34. The present case is entirely distinguishable on the facts, from Meharg . Here, Sheahan J deliberately suspended the mandatory injunction to provide the opportunity for the parties to seek to regularise the planning law position. It follows that any action taken within the contemplation of that order, including the action taken by the Applicants in seeking the issue of a building certificate and the grant of development consent, was not only deliberately left open in the earlier judgment, but was left open in deliberate recognition of the possibility that the regularising of the planning law position might significantly impact upon the mandatory injunction. It is not for me to speculate on precisely how any regularising of the planning law position might legally impact on the mandatory injunction other than to note the Applicants’ foreshadowed application, assuming successes in the present appeals, to seek a permanent stay of the mandatory injunction. cf. Permewan Wright Consolidated Pty Ltd v. Attorney General for NSW (1978) 35 NSWLR 365 where the Court of Appeal (by majority) exercised the power conferred by Supreme Court Rules Pt 42 r 12 .
35. This position is radically different from the position in Meharg where both the trial Court and the Court of Appeal held that there should be no further possibility of seeking to “regularise the situation”.
36. It is only in the light of what had been determined by both the trial Court and by the Court of Appeal in Meharg that Handley JA’s conclusion that the Motion involved no more than “an attempt to re-litigate” the question finally determined, namely the exercise of the statutory discretion conferred by s 124 of the EP&A Act, to grant or to withhold the remedy of injunction, is to be understood.
37. For the same reasons, I would similarly understand Handley JA’s statement (applying Anshun), that “all matters relevant to the exercise of his Honour’s discretion under s 124 of the Environmental Planning and Assessment Act were material to that hearing and should have been brought forward at that time” and his further statement:
- …..this Court does not have original jurisdiction based upon a change of circumstances to set aside one of its orders that was correct when made .
38. For all the foregoing reasons, I have concluded that the Applicants’ present proceedings are not barred by any principle of res judicata or Anshun estoppel.
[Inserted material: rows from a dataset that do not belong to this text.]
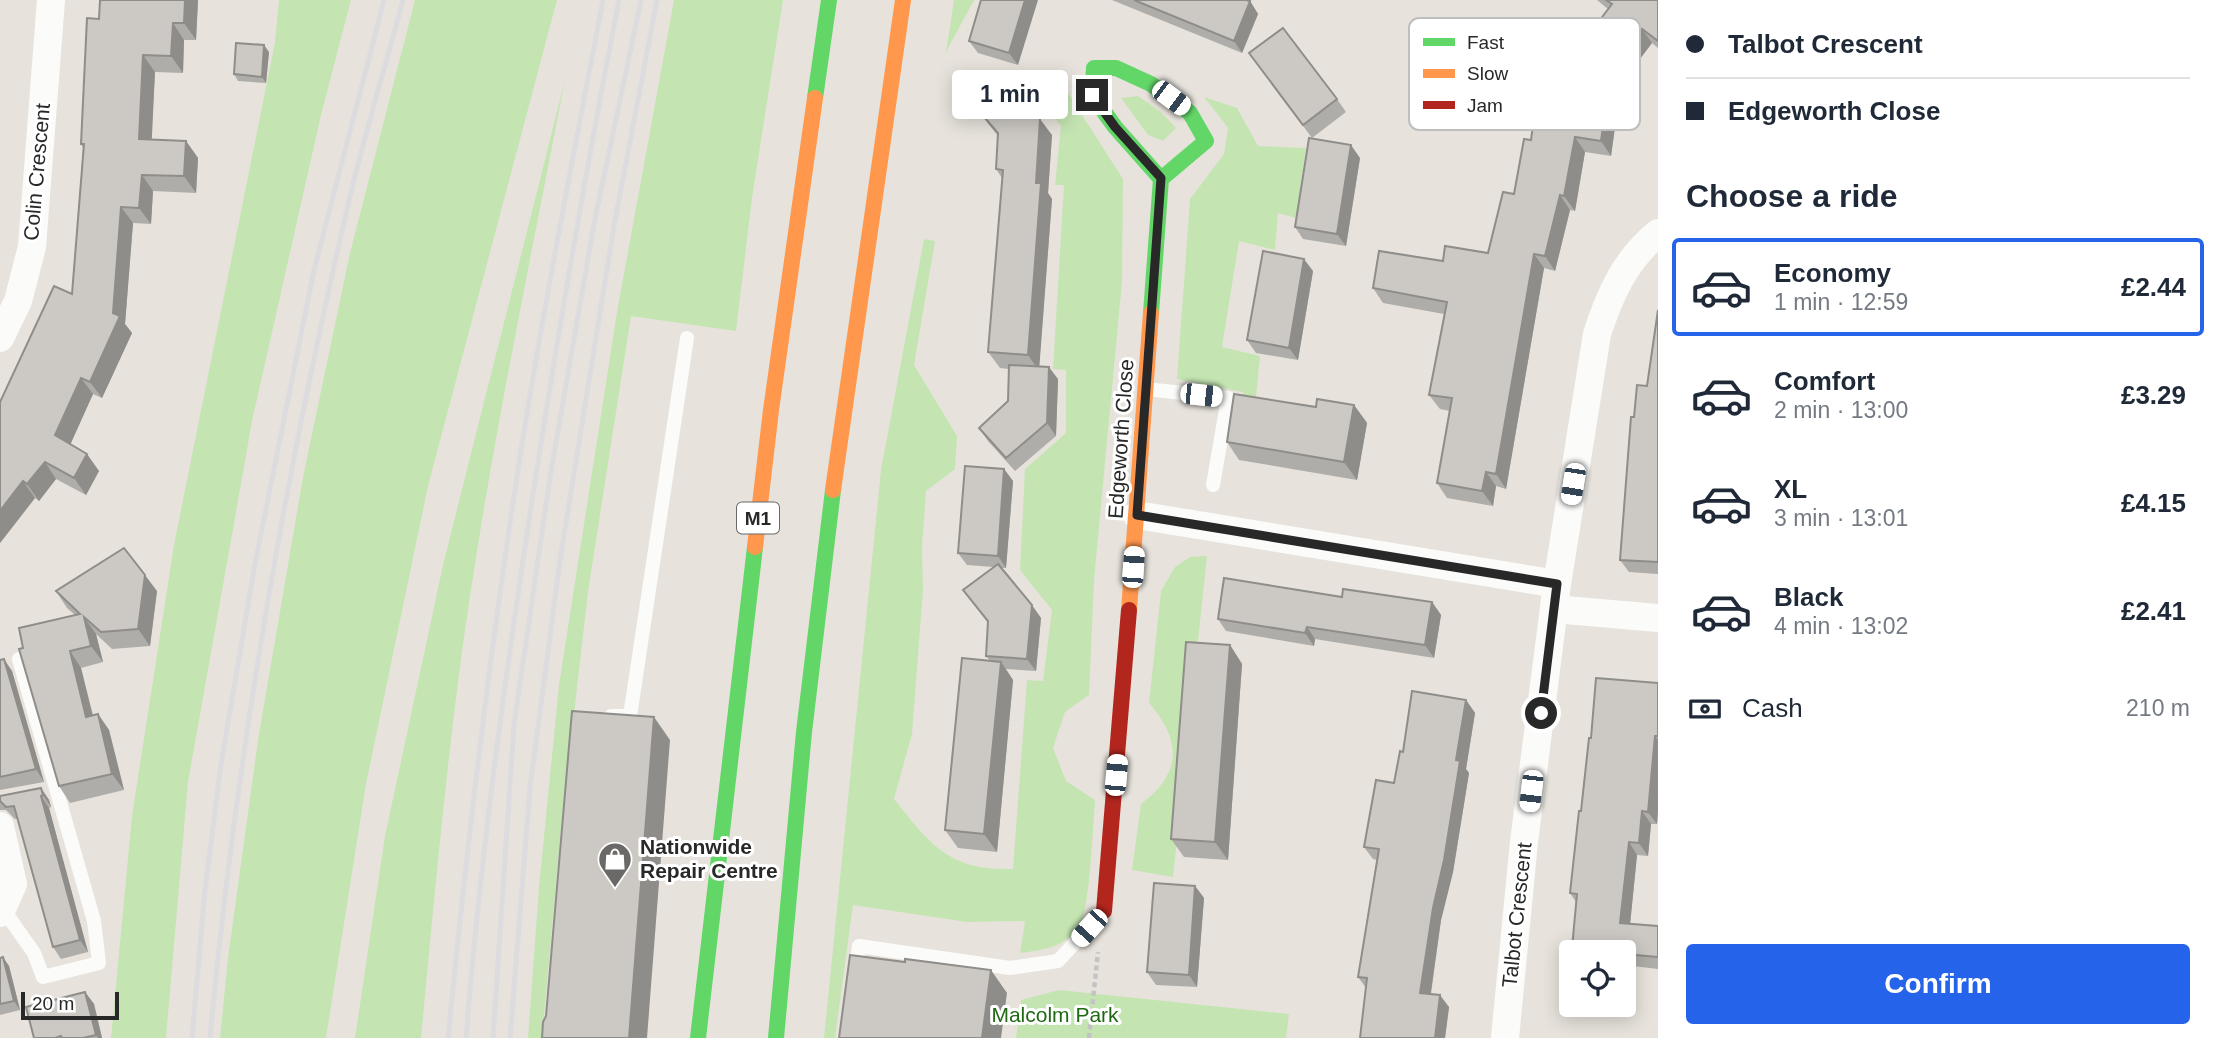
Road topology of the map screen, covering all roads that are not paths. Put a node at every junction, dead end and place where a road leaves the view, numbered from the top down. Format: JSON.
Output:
{"nodes":[{"id":1,"x":51,"y":0,"type":"edge"},
{"id":2,"x":829,"y":0,"type":"edge"},
{"id":3,"x":903,"y":0,"type":"edge"},
{"id":4,"x":1161,"y":178,"type":"junction"},
{"id":5,"x":1658,"y":233,"type":"edge"},
{"id":6,"x":0,"y":338,"type":"edge"},
{"id":7,"x":687,"y":338,"type":"dead end"},
{"id":8,"x":1146,"y":389,"type":"junction"},
{"id":9,"x":1213,"y":485,"type":"dead end"},
{"id":10,"x":1137,"y":515,"type":"junction"},
{"id":11,"x":1555,"y":597,"type":"junction"},
{"id":12,"x":1658,"y":618,"type":"edge"},
{"id":13,"x":19,"y":659,"type":"edge"},
{"id":14,"x":592,"y":716,"type":"edge"},
{"id":15,"x":0,"y":826,"type":"edge"},
{"id":16,"x":2,"y":911,"type":"edge"},
{"id":17,"x":1104,"y":911,"type":"joint"},
{"id":18,"x":853,"y":985,"type":"edge"},
{"id":19,"x":1511,"y":1037,"type":"edge"},
{"id":20,"x":698,"y":1038,"type":"edge"},
{"id":21,"x":776,"y":1038,"type":"edge"}],
"edges":[{"from":1,"to":6,"type":"street","name":"Colin Crescent"},
{"from":2,"to":20,"type":"main road","number":"M1"},
{"from":3,"to":21,"type":"main road"},
{"from":4,"to":4,"type":"main road"},
{"from":4,"to":8,"type":"main road","name":"Edgeworth Close"},
{"from":5,"to":11,"type":"street","name":"Talbot Crescent"},
{"from":7,"to":14,"type":"lane"},
{"from":8,"to":9,"type":"lane"},
{"from":8,"to":10,"type":"main road","name":"Edgeworth Close"},
{"from":10,"to":11,"type":"street"},
{"from":10,"to":17,"type":"main road","name":"Edgeworth Close"},
{"from":11,"to":12,"type":"street"},
{"from":11,"to":19,"type":"street","name":"Talbot Crescent"},
{"from":13,"to":16,"type":"lane"},
{"from":15,"to":16,"type":"street"},
{"from":17,"to":18,"type":"lane"}]}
G. THE POWER TO ISSUE A BUILDING CERTIFICATE IN RESPECT OF A BUILDING, THE SUBJECT OF A SUBSISTING DEMOLITION ORDER
39. The Council’s argument that no such power is conferred upon the Council (or, on appeal, this Court) was variously formulated in its written submissions. For example, the following was submitted:
4. The Council cannot give retrospective approval for the construction of the See Steelbond v. Marrickville 82 LGERA 192, Connell v. Armidale (unreported 25/9/96), Herbert v. Warringah (98 LGERA 270).
5. The decisions of the Land and Environment Court and the Land and Valuation Court were to the effect that development approval can be given prospectively for a use but not retrospectively for the erection of a building.
6. Handley JA in Tynan v. Meharg (unreported 23/11/98) held that there was no power to regularise an unlawful erection of a building.
9. Section 149D(1) requires a council to issue a certificate in certain circumstances.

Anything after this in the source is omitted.